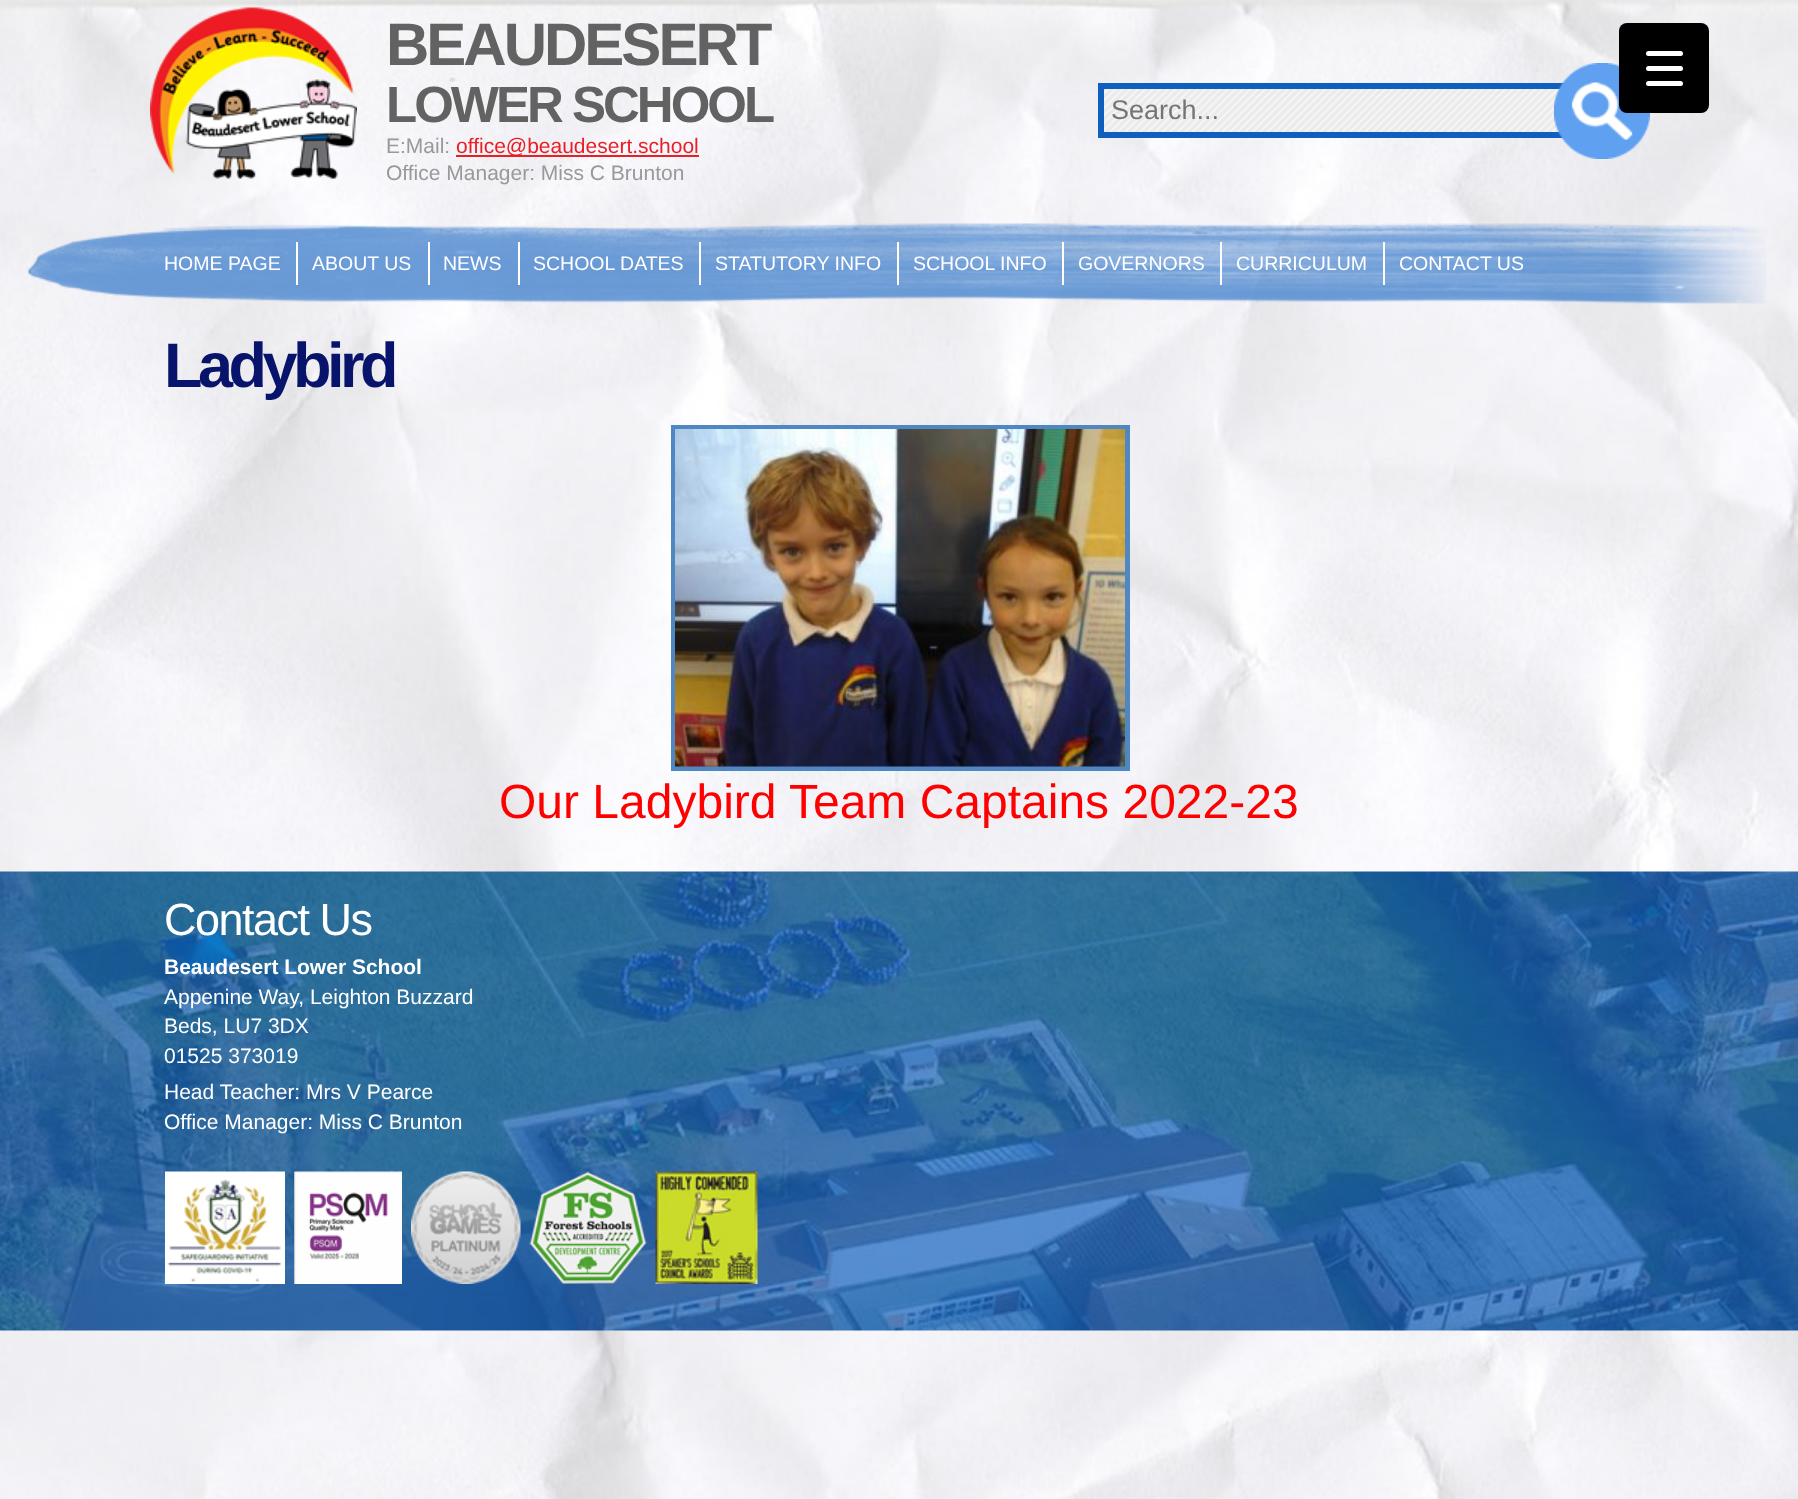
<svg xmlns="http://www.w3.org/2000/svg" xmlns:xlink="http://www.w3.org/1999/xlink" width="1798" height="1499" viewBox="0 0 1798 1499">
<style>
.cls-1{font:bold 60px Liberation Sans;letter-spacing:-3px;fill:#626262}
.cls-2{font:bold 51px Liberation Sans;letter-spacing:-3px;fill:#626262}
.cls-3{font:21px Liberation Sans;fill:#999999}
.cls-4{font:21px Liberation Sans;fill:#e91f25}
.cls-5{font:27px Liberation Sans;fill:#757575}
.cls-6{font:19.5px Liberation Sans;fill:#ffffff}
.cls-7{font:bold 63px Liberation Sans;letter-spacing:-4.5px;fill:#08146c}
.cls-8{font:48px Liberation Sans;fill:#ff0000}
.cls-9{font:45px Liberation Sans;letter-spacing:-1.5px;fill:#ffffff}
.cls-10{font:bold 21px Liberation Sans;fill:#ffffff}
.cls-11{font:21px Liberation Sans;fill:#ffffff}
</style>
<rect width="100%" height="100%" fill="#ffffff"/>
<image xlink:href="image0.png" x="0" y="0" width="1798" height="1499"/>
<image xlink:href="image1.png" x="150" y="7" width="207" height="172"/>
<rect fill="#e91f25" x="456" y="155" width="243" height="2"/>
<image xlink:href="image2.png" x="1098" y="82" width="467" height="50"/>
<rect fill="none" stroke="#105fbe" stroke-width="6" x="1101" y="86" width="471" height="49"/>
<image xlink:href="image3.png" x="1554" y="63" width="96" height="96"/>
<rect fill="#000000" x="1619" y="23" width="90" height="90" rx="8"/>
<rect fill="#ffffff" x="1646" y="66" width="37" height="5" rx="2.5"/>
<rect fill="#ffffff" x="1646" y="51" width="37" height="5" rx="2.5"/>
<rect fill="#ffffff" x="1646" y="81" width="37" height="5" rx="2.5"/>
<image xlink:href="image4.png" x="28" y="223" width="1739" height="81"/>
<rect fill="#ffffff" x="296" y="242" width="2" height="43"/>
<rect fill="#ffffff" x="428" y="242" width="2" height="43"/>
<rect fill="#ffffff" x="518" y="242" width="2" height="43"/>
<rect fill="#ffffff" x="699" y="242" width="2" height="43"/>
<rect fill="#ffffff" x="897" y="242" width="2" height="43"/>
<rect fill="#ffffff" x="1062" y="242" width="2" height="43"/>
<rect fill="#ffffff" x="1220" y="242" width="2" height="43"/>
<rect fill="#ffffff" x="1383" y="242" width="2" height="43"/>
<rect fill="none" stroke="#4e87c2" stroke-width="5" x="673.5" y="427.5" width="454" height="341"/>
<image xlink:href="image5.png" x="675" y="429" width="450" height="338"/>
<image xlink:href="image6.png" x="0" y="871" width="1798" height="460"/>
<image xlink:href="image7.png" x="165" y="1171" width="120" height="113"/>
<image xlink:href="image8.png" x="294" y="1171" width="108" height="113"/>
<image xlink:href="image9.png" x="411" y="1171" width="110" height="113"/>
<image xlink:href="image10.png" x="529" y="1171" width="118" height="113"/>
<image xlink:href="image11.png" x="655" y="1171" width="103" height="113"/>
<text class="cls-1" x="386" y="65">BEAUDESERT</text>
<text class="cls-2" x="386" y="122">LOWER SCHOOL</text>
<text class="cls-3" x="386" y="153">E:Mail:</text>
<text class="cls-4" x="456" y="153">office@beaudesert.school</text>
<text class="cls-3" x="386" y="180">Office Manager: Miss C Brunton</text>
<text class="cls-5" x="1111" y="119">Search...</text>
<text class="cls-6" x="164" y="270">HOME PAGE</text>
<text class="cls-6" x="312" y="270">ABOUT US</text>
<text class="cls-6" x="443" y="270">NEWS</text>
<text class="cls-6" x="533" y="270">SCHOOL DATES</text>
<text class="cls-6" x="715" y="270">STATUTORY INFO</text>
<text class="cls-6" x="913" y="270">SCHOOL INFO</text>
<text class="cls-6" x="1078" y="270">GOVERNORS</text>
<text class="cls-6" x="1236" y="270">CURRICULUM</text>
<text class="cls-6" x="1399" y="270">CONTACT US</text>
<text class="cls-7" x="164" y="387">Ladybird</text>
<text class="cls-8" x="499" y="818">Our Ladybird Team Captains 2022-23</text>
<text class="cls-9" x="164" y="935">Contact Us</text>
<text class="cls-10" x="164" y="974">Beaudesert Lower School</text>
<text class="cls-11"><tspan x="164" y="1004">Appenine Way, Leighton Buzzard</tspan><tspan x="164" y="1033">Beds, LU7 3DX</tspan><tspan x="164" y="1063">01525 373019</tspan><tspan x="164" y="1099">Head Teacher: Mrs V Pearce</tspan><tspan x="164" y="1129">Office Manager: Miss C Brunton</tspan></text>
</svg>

_How to complete this task:_ Which lines above carry the string "Manager"? Copy those lines.

_Output of the task:_
<text class="cls-3" x="386" y="180">Office Manager: Miss C Brunton</text>
<text class="cls-11"><tspan x="164" y="1004">Appenine Way, Leighton Buzzard</tspan><tspan x="164" y="1033">Beds, LU7 3DX</tspan><tspan x="164" y="1063">01525 373019</tspan><tspan x="164" y="1099">Head Teacher: Mrs V Pearce</tspan><tspan x="164" y="1129">Office Manager: Miss C Brunton</tspan></text>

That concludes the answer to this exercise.